PROBLEM>
Where a line holds the word "Viejo", copy it from the records.

--

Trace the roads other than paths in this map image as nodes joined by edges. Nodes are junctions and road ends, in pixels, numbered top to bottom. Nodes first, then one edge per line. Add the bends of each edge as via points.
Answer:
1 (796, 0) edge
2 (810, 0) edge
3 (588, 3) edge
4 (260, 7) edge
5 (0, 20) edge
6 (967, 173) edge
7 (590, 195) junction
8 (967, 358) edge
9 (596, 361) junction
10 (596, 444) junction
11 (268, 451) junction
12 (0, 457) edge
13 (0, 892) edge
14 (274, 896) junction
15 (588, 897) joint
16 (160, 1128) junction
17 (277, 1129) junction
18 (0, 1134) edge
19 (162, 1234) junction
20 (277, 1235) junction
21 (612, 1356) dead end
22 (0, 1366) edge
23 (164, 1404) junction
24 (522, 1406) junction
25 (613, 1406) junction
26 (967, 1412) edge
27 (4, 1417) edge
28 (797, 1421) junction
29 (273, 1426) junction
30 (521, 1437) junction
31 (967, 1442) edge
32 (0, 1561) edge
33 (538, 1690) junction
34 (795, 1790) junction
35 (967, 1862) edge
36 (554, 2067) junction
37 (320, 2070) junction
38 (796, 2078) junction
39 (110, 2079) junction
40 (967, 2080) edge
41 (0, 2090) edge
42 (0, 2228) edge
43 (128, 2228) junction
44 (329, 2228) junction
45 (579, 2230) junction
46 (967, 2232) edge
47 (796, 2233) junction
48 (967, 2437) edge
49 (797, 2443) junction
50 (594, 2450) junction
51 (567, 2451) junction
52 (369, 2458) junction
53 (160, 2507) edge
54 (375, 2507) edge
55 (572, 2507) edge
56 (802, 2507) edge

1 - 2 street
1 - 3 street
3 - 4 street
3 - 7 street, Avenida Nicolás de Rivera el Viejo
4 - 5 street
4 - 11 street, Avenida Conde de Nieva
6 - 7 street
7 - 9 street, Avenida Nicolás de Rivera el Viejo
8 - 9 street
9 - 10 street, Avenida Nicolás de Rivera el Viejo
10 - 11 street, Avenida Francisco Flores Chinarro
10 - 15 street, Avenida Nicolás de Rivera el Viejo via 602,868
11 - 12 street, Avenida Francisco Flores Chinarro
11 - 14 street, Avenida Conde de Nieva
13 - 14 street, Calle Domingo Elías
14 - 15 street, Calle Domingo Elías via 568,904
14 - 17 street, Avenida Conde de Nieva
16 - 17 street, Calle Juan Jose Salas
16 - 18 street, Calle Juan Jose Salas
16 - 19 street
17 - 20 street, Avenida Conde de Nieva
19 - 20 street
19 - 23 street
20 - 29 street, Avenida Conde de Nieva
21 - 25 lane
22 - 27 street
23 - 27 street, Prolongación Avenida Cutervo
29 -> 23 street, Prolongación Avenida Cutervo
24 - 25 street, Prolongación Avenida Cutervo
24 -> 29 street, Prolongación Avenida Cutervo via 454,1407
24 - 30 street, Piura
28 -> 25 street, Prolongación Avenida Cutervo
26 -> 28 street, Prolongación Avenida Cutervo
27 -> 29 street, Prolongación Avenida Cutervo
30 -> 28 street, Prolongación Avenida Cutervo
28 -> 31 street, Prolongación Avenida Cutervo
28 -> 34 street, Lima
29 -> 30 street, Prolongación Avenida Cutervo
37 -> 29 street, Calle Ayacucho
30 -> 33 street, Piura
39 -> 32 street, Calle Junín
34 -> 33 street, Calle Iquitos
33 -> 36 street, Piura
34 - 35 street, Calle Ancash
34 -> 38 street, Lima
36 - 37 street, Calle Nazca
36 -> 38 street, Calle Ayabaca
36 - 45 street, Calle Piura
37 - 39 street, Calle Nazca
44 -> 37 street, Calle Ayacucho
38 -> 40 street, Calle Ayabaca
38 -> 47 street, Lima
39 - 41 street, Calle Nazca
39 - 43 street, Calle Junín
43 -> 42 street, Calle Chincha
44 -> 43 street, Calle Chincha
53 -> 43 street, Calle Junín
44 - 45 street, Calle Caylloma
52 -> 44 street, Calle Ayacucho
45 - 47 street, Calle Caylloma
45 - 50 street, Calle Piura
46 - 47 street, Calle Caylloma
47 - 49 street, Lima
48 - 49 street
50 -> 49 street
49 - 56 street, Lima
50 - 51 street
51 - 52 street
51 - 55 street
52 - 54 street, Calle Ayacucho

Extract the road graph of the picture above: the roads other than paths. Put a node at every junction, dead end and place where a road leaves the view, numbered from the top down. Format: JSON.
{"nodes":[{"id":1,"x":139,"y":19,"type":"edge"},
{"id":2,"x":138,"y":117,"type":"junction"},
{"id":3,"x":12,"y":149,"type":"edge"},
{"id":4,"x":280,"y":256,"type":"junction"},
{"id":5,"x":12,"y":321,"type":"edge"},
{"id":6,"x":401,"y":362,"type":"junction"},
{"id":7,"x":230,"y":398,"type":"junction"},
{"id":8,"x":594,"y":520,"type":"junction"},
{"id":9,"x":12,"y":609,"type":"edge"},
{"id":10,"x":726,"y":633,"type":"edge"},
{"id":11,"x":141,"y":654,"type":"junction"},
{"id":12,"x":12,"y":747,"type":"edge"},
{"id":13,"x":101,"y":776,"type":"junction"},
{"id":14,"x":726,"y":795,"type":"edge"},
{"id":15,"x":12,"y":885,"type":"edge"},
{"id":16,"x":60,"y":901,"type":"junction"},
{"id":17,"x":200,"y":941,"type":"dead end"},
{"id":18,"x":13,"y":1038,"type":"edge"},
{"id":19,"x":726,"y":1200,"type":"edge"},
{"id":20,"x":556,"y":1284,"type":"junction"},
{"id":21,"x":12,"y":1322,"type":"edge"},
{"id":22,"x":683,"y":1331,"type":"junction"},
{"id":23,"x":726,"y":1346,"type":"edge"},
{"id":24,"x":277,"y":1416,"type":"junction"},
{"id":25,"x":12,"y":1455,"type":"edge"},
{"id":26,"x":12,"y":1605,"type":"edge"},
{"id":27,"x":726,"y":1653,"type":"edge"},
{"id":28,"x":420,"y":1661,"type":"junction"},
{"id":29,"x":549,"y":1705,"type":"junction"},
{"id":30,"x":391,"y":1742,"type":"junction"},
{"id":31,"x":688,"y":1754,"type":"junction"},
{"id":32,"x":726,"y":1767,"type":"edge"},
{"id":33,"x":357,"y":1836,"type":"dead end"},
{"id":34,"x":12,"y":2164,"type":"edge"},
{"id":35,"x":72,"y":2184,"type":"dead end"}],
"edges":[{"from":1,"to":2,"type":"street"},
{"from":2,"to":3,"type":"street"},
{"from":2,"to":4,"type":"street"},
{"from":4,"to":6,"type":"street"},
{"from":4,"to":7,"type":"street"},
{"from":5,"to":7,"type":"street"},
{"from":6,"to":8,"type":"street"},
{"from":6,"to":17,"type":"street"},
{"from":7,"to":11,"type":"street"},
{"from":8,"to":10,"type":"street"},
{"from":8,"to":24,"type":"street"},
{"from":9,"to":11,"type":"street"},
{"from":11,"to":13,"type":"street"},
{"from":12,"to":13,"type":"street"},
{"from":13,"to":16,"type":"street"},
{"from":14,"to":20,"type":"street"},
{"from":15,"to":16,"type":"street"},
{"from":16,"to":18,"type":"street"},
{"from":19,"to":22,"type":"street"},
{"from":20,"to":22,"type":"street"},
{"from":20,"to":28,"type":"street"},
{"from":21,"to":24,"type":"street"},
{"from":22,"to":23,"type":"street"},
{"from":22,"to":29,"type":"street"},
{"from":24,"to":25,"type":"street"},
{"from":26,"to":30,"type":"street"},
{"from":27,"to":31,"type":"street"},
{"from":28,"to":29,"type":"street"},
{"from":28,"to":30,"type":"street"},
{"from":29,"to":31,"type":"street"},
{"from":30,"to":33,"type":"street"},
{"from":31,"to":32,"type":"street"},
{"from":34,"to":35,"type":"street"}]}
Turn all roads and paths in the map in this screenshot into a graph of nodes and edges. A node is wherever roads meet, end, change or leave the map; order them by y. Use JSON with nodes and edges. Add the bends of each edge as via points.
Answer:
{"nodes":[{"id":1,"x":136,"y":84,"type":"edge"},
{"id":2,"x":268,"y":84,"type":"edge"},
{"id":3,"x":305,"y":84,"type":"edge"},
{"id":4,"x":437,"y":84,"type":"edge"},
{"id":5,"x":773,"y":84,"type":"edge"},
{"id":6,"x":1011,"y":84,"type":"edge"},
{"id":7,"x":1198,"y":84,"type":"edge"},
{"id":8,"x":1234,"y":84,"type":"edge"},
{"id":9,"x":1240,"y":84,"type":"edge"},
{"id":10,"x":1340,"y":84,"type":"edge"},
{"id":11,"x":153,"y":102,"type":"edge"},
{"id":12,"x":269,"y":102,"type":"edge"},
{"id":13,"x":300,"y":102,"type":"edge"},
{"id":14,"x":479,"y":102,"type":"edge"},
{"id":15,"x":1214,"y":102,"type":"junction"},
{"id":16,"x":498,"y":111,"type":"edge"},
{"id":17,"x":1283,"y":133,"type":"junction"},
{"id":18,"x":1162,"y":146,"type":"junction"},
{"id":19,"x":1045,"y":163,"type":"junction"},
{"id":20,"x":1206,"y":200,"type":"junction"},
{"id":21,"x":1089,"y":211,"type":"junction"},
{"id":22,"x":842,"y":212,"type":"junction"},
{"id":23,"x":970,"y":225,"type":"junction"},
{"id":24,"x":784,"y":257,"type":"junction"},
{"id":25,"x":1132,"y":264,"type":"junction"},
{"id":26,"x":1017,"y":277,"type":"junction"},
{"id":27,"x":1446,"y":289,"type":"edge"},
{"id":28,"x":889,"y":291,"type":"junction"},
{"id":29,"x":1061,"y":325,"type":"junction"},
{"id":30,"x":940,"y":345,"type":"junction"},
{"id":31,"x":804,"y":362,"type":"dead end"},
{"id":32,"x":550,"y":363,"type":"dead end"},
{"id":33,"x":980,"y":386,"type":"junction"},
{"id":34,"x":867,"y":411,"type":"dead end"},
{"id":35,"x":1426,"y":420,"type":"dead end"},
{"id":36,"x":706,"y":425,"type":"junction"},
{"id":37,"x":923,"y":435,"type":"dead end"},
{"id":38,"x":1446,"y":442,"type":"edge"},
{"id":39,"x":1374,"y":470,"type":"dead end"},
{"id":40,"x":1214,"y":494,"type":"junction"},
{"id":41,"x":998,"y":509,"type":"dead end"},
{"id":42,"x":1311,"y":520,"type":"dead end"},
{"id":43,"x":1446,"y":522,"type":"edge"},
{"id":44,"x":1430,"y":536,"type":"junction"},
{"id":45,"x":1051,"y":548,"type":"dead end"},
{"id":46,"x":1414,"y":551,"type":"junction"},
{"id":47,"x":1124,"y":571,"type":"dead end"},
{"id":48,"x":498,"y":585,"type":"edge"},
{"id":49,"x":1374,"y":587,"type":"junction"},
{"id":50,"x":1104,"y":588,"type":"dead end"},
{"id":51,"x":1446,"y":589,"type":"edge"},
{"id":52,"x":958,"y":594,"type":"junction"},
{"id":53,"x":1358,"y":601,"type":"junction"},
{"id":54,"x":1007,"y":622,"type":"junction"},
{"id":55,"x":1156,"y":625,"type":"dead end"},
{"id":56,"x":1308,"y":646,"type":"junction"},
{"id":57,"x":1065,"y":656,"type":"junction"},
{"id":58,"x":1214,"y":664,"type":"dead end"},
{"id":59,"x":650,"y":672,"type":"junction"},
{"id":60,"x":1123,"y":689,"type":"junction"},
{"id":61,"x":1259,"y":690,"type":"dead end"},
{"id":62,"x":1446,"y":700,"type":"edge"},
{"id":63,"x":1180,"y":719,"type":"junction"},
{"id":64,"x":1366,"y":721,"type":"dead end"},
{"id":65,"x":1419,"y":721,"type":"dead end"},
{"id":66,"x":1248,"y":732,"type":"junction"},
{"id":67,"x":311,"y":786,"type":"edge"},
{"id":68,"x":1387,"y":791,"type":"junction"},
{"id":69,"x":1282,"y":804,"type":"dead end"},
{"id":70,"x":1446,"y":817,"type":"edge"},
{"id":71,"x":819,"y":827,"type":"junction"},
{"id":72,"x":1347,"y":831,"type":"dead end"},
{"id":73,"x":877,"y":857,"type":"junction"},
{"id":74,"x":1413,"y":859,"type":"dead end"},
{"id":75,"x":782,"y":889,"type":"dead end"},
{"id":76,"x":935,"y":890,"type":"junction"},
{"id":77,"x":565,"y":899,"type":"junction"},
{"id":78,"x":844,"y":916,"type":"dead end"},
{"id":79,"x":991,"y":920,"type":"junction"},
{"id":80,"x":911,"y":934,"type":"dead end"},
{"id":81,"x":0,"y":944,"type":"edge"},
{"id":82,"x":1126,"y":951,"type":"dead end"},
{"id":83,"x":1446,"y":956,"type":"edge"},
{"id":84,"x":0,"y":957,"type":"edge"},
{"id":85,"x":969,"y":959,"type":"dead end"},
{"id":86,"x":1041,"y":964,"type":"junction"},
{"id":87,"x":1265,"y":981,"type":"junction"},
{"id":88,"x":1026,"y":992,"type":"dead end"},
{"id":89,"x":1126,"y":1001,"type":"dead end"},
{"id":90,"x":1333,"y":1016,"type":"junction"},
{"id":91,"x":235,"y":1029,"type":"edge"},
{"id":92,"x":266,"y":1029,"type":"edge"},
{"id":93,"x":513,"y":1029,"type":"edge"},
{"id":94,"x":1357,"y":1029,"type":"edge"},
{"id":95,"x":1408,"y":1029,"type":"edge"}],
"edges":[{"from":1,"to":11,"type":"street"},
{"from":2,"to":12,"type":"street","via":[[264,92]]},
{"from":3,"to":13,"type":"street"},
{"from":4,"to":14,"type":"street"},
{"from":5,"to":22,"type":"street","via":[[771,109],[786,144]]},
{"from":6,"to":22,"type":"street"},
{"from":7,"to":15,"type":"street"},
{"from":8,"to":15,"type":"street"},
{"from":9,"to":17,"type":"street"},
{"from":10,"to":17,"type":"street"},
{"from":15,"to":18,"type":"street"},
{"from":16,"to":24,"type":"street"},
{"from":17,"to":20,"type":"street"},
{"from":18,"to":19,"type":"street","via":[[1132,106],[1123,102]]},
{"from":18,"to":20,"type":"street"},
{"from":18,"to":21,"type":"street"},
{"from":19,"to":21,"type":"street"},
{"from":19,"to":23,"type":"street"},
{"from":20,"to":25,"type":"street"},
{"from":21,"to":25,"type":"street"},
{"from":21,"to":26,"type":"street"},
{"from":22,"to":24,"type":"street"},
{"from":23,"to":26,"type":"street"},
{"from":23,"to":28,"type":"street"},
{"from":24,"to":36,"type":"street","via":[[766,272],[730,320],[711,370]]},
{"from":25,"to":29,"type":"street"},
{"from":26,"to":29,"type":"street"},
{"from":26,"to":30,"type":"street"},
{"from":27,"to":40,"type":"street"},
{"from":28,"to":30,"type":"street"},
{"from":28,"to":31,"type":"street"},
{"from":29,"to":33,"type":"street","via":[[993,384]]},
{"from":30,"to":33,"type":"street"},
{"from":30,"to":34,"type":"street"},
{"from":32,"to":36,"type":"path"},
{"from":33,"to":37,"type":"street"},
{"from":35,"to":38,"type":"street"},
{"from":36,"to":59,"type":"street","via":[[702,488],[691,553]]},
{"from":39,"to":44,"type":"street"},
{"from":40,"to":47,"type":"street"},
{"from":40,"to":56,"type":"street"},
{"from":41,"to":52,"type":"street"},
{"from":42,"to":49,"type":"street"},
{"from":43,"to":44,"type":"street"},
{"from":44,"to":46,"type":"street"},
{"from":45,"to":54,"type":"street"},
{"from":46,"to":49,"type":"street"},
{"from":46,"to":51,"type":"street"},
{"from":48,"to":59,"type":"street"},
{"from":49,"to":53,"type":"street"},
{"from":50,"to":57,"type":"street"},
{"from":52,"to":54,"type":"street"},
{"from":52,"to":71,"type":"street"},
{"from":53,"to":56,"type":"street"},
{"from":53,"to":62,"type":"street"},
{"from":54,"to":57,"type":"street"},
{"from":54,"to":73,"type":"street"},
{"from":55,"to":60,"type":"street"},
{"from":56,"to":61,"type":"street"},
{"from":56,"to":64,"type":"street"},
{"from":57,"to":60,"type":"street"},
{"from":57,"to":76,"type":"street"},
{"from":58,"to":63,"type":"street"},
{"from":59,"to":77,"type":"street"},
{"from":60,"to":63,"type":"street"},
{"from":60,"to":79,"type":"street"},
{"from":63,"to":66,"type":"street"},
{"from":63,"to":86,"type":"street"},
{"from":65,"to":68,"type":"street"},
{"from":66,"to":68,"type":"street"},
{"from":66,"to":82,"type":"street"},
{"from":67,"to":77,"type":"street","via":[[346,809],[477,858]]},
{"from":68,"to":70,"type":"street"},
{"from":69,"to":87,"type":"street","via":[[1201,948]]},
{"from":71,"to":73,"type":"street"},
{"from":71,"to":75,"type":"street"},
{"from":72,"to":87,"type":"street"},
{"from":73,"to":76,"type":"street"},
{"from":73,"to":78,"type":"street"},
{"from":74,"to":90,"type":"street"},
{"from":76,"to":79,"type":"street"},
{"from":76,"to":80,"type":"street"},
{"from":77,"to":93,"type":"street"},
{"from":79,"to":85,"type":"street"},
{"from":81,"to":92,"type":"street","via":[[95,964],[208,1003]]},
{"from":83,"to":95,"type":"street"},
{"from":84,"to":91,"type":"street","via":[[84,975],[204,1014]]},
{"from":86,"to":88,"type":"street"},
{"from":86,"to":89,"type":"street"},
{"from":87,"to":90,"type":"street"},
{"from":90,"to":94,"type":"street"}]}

--

ANSWER TO THIS TASK>
3 - 7 street, Avenida Nicolás de Rivera el Viejo
7 - 9 street, Avenida Nicolás de Rivera el Viejo
9 - 10 street, Avenida Nicolás de Rivera el Viejo
10 - 15 street, Avenida Nicolás de Rivera el Viejo via 602,868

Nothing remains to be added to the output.